═════ Supplied records ═════

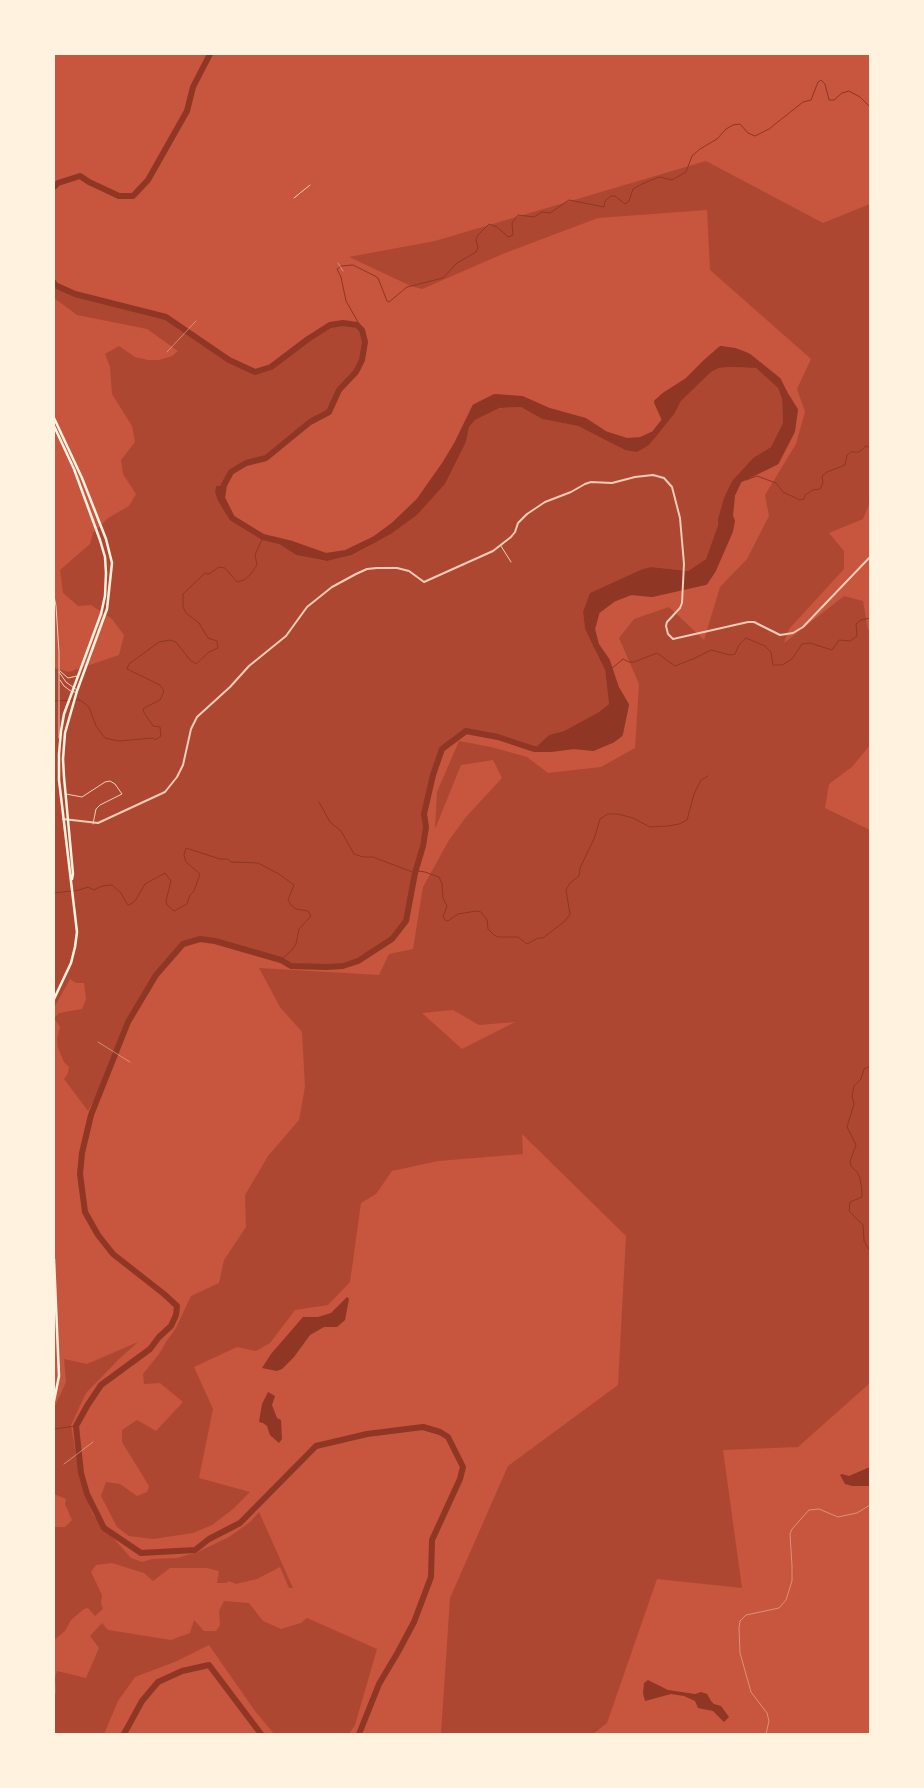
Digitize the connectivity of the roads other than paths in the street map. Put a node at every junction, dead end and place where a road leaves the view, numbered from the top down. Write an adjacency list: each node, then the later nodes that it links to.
1 (310, 185): 2 (street)
2 (294, 198)
3 (338, 263): 4 (lane)
4 (343, 271)
5 (196, 321): 6 (lane)
6 (168, 352)
7 (54, 418): 14 (main road)
8 (54, 426): 13 (main road)
9 (501, 546): 10 (street); 11 (street); 25 (street)
10 (870, 557)
11 (511, 562)
12 (54, 596): 15 (street)
13 (94, 633): 14 (main road); 16 (main road)
14 (98, 634): 19 (main road)
15 (59, 671): 16 (street); 17 (street); 18 (street)
16 (78, 675): 18 (main road)
17 (59, 679): 20 (street); 21 (street)
18 (74, 687): 19 (street); 20 (main road)
19 (77, 691): 20 (street); 22 (main road)
20 (72, 692): 21 (main road)
21 (60, 741): 24 (main road)
22 (65, 794): 23 (main road); 25 (street)
23 (68, 818): 24 (street); 25 (street); 26 (main road)
24 (63, 819): 26 (main road)
25 (93, 824)
26 (72, 882): 27 (main road)
27 (54, 999)
28 (98, 1042): 29 (lane)
29 (130, 1062)
30 (54, 1259): 31 (main road)
31 (54, 1401)
32 (92, 1442): 33 (lane)
33 (64, 1464)
34 (870, 1505): 35 (lane)
35 (766, 1734)

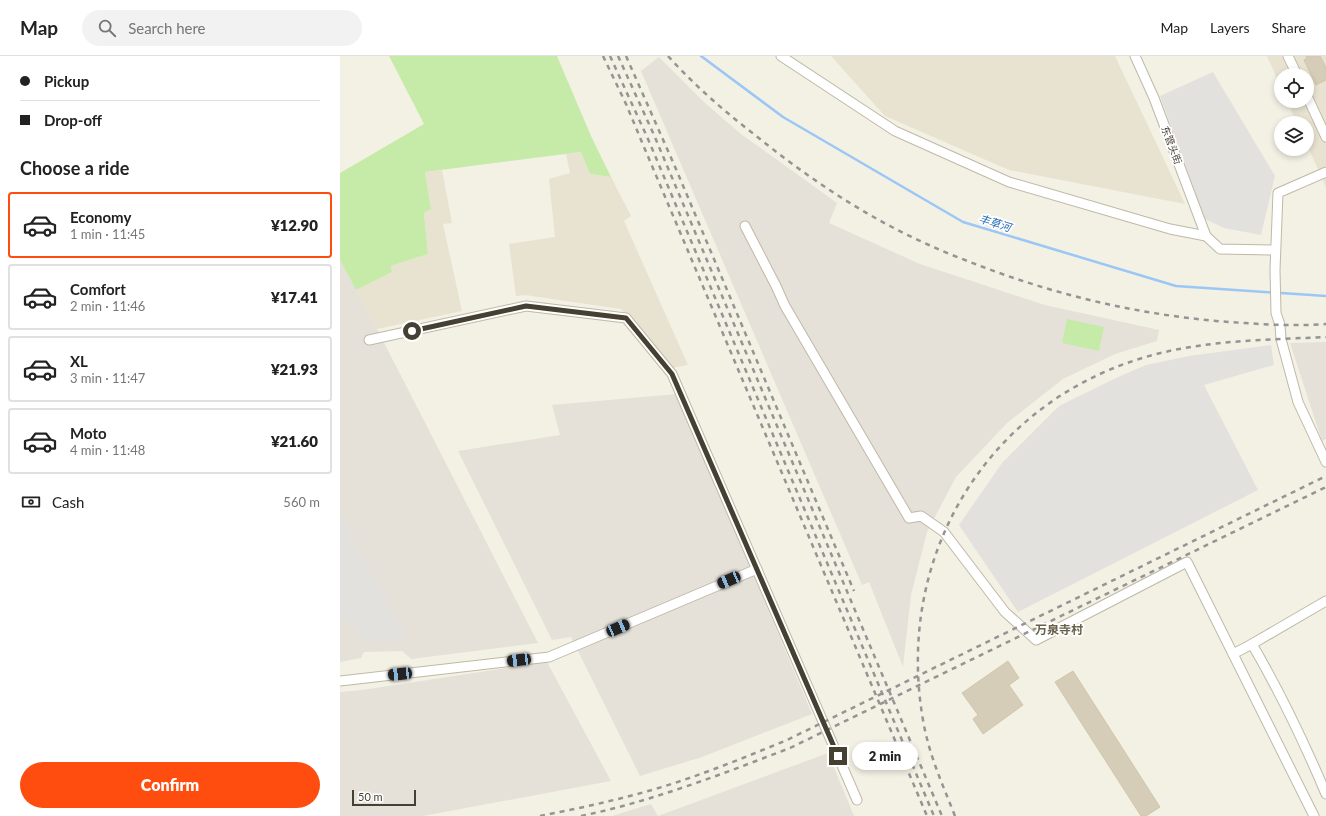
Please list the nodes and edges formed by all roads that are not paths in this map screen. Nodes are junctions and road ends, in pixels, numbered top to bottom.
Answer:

═════

Task requirements — Output all of the entries verbatim, leaving out any images.

Answer to this problem —
Digitize the connectivity of the roads other than paths in the street map. Put a node at every junction, dead end and place where a road leaves the view, numbered from the top down. Write an adjacency list: each node, then the later nodes that it links to.
1 (310, 185): 2 (street)
2 (294, 198)
3 (338, 263): 4 (lane)
4 (343, 271)
5 (196, 321): 6 (lane)
6 (168, 352)
7 (54, 418): 14 (main road)
8 (54, 426): 13 (main road)
9 (501, 546): 10 (street); 11 (street); 25 (street)
10 (870, 557)
11 (511, 562)
12 (54, 596): 15 (street)
13 (94, 633): 14 (main road); 16 (main road)
14 (98, 634): 19 (main road)
15 (59, 671): 16 (street); 17 (street); 18 (street)
16 (78, 675): 18 (main road)
17 (59, 679): 20 (street); 21 (street)
18 (74, 687): 19 (street); 20 (main road)
19 (77, 691): 20 (street); 22 (main road)
20 (72, 692): 21 (main road)
21 (60, 741): 24 (main road)
22 (65, 794): 23 (main road); 25 (street)
23 (68, 818): 24 (street); 25 (street); 26 (main road)
24 (63, 819): 26 (main road)
25 (93, 824)
26 (72, 882): 27 (main road)
27 (54, 999)
28 (98, 1042): 29 (lane)
29 (130, 1062)
30 (54, 1259): 31 (main road)
31 (54, 1401)
32 (92, 1442): 33 (lane)
33 (64, 1464)
34 (870, 1505): 35 (lane)
35 (766, 1734)

Please list the nodes and edges formed by all roads that are not paths in this map screen. Nodes are junctions and road ends, in pixels, numbered top to bottom.
Answer:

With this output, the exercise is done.